A recent study found that combining family history and genetic risk score in men can better stratify their inherited risk for prostate cancer to determine a more personalized screening strategy.
“Such an inherited risk stratification strategy will benefit not only men at high risk by recommending earlier and more frequent (prostate cancer) screening but also men at low risk by recommending decreased or delayed (prostate cancer) screening,” the researchers wrote in the study, published in JAMA Network Open.
Single nucleotide polymorphisms, the most common type of genetic variation among people, that are associated with prostate cancer risk have been identified over the years. With polygenic risk score methods, researchers have been able to demonstrate a correlation between single nucleotide polymorphisms and prostate cancer risk using genetic risk scores.
However, the researchers pointed out there is little known about how age at prostate cancer diagnosis can be associated with these genetic scores. “(Age at prostate cancer diagnosis is) a critical piece of evidence that will not only strengthen (researchers’) association with (prostate cancer) risk but, more importantly, provide direct evidence for their use in determining patient age for PSA screening.”
Therefore, the researchers aimed to evaluate the association between genetic risk score and patient age at diagnosis, as well as to compare the genetic risk score with family history risk stratification. To do so, they performed a secondary analysis of the four-year, randomized, double-blind, placebo-controlled, multicenter Reduction by Dutasteride of Prostate Cancer Events (REDUCE) chemoprevention trial.

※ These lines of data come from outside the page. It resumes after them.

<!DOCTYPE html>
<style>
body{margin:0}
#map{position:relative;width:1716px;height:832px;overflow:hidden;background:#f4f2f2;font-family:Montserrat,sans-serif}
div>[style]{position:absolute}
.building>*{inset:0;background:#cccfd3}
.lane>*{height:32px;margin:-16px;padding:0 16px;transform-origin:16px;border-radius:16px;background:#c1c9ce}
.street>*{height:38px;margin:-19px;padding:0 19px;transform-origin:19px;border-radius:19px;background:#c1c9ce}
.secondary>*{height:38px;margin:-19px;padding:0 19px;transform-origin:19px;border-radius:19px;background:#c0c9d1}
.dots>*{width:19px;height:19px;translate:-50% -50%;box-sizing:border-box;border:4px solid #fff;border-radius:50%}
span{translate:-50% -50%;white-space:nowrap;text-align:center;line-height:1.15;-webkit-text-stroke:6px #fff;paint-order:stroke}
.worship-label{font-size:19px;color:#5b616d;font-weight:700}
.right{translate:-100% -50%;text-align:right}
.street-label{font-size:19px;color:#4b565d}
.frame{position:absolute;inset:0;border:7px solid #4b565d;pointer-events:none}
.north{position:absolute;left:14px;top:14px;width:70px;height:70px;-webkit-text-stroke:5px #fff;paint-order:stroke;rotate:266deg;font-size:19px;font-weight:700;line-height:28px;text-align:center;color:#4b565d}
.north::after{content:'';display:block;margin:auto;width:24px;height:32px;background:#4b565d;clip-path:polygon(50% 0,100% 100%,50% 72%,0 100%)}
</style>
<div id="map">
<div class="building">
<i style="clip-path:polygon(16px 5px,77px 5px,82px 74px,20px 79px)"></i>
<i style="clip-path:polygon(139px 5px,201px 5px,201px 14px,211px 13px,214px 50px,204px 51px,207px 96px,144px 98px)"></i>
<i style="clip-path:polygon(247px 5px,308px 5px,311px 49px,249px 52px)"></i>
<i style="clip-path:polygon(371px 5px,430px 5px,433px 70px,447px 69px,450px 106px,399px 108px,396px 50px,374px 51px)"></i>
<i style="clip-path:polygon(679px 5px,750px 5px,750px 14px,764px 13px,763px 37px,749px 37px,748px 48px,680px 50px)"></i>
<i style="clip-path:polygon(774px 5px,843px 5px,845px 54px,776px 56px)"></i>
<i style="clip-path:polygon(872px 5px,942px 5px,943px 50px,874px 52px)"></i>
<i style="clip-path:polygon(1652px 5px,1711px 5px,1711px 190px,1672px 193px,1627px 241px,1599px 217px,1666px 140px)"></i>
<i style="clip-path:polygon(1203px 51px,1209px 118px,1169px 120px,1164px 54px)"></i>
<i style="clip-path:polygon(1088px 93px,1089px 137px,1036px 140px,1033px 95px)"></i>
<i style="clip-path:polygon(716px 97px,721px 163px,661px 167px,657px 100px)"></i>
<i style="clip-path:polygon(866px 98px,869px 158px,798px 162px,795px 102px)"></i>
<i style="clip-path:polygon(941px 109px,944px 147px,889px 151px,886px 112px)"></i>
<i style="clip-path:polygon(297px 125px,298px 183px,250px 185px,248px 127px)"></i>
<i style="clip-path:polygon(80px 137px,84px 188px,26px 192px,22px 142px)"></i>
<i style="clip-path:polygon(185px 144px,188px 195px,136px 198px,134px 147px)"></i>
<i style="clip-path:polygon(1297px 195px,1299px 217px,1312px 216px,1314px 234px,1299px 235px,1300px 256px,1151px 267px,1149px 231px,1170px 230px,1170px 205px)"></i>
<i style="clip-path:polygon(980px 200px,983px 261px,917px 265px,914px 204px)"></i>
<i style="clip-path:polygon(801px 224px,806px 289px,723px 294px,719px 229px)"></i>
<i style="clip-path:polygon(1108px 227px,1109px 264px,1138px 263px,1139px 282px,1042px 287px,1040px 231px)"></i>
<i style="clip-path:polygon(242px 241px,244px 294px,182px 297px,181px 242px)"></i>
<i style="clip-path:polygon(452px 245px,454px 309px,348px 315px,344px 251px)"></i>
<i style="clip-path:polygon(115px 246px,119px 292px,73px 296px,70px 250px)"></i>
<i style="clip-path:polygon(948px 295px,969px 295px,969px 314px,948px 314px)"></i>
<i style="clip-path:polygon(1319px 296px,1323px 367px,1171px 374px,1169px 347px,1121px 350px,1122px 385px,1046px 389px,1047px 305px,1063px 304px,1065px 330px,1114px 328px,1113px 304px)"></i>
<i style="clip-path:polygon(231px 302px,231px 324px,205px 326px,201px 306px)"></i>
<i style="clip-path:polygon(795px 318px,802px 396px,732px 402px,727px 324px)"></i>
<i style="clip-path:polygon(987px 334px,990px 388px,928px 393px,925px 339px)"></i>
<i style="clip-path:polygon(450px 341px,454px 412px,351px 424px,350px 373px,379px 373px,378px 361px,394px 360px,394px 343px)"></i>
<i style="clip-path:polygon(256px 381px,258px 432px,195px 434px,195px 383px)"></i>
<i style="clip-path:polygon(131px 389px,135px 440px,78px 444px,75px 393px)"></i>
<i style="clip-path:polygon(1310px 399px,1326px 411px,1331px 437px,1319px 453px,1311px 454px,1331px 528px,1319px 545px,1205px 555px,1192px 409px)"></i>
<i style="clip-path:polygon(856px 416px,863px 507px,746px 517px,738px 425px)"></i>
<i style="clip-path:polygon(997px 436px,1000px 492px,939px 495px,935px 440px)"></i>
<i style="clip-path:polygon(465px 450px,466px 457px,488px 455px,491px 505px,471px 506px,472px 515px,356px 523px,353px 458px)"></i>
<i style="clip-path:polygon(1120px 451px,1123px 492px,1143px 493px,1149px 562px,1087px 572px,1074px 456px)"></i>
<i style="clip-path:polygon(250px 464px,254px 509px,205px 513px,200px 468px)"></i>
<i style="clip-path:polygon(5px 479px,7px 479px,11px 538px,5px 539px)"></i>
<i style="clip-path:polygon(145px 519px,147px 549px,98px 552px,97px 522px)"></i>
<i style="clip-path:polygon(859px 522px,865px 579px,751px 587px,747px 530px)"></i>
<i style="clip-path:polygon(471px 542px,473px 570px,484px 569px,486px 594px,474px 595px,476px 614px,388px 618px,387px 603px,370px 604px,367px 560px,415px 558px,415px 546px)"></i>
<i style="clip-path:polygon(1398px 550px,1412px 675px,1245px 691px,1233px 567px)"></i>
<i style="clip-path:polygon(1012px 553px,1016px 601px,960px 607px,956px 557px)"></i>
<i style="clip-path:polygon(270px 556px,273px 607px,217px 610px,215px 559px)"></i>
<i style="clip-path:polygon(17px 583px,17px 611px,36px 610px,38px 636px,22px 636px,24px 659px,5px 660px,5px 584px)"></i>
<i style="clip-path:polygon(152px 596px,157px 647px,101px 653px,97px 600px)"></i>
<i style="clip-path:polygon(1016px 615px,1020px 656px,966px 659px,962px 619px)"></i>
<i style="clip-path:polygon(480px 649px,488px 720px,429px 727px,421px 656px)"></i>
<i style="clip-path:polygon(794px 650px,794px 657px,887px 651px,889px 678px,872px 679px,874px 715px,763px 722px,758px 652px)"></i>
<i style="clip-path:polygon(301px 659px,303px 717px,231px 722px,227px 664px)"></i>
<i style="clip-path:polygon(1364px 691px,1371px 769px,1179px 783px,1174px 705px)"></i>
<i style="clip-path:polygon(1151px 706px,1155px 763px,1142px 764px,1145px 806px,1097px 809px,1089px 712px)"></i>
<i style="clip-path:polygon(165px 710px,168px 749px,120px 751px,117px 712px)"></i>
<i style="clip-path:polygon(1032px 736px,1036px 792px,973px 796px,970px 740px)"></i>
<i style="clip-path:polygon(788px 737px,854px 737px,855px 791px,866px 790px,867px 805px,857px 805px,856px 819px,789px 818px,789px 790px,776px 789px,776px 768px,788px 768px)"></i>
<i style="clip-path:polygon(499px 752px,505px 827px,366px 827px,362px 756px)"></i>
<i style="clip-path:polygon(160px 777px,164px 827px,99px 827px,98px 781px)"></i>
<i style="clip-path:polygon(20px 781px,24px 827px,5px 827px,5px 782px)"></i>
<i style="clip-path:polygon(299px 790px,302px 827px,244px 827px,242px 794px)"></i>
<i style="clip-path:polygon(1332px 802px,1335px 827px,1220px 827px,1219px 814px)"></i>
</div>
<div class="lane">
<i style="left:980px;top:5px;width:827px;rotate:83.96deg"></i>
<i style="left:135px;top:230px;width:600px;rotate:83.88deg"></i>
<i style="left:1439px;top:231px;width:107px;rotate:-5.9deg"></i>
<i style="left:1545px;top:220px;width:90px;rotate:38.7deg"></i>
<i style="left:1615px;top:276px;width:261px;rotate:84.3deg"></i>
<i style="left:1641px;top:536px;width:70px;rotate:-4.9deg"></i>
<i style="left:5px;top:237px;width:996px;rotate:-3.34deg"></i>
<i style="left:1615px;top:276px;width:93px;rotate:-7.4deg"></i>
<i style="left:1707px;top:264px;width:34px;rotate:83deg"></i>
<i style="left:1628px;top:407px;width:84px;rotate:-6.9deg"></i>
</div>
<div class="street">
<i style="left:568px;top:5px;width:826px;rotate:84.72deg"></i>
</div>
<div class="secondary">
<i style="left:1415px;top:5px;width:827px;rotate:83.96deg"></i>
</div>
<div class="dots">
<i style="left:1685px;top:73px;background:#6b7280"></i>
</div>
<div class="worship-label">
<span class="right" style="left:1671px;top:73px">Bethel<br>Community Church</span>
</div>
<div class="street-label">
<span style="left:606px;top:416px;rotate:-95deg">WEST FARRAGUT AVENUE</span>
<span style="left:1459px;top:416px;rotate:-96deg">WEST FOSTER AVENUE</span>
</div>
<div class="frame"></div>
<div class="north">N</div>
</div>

The researchers performed a well-established, population-standardized genetic risk score for each participant based on 110 known prostate cancer risk-associated single nucleotide polymorphisms. Men were then stratified into low-, average- or high-risk groups.
Of the 3,225 men who were a median age of 63 years, 683 (21%) were classified as low risk, 1,937 (60%) as average risk and 605 (19%) as high risk based on genetic risk score alone, compared with 2,789 (86%) classified as low or average risk and 436 (14%) as high risk based on family history alone.
When the researchers combined genetic risk score and family history for overall genetic risk, 957 men (30%) were at high genetic risk, 1,667 men (52%) were at average genetic risk and 601 men (19%) were at low genetic risk.
The median diagnosis-free survival was 74 years for men at high genetic risk, 77 years for men at average genetic risk, and more than 80 years for men at low genetic risk.
“We found that higher (genetic risk scores) were significantly associated with an earlier age at (prostate cancer) diagnosis,” researchers wrote. “Furthermore, the association of (genetic risk score) with patient age at (prostate cancer) diagnosis was independent of (family history). As a result, a combination of (genetic risk score) and (family history) offers a more informative tool for risk stratification than does (family history) alone, the current standard of care in the assessment of inherited risk.”